## TASK STATEMENT
Among the entries, find each line that includes the string "edge" and list it.

(Collected data)

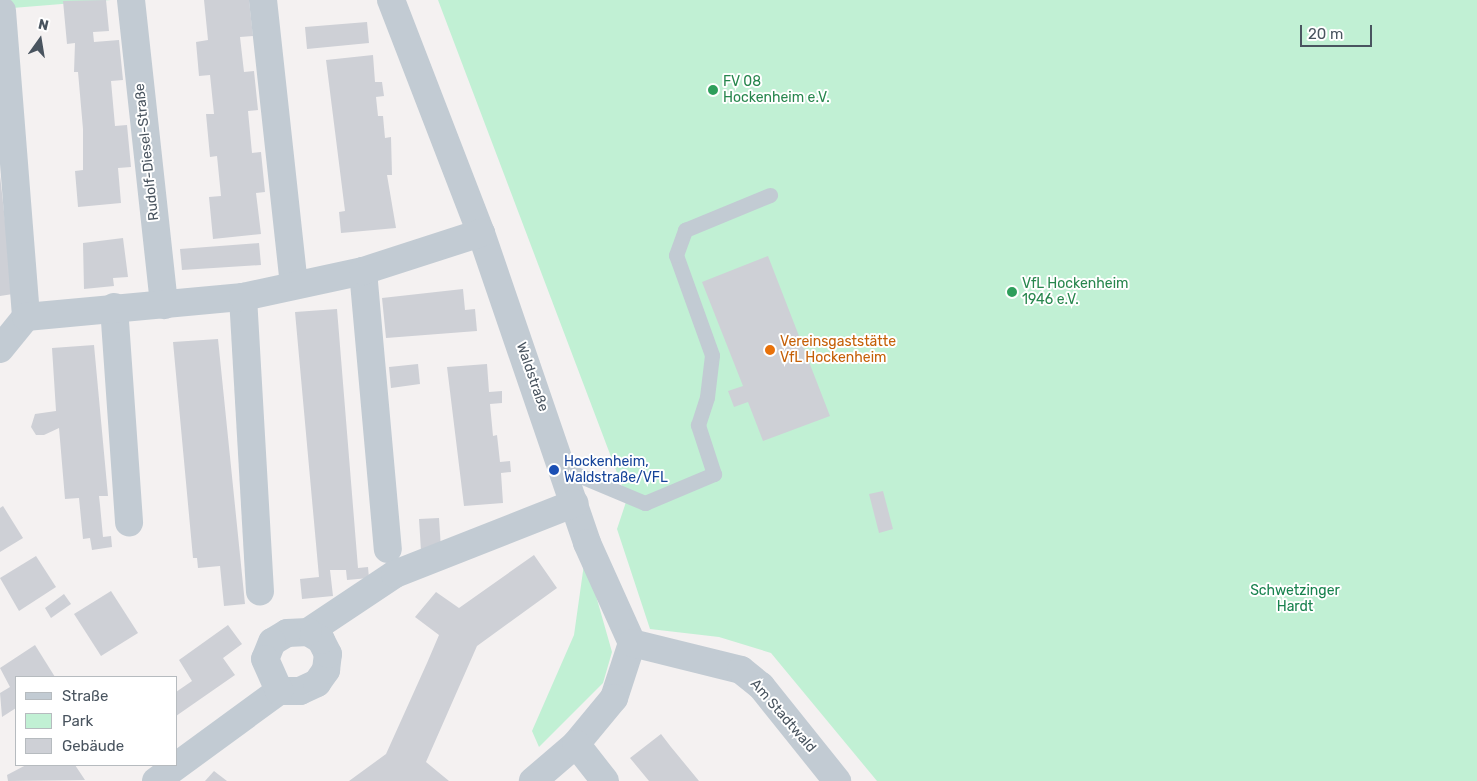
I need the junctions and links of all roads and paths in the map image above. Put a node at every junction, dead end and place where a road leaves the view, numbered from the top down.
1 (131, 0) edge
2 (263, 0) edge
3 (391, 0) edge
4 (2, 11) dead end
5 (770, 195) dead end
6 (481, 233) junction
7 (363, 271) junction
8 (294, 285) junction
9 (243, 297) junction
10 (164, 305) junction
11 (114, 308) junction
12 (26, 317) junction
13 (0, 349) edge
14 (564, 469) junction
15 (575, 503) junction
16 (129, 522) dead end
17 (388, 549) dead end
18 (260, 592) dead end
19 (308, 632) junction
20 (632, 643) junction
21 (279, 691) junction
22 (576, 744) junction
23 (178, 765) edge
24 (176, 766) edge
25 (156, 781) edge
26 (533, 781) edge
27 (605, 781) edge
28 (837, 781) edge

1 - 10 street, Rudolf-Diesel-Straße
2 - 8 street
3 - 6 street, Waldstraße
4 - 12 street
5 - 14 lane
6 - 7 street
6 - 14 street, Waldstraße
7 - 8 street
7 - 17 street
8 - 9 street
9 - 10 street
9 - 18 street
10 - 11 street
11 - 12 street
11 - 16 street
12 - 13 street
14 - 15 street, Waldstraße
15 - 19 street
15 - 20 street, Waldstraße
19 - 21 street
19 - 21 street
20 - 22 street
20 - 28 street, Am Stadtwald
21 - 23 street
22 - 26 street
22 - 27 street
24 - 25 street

## SOLUTION FOR THIS TASK
1 (131, 0) edge
2 (263, 0) edge
3 (391, 0) edge
13 (0, 349) edge
23 (178, 765) edge
24 (176, 766) edge
25 (156, 781) edge
26 (533, 781) edge
27 (605, 781) edge
28 (837, 781) edge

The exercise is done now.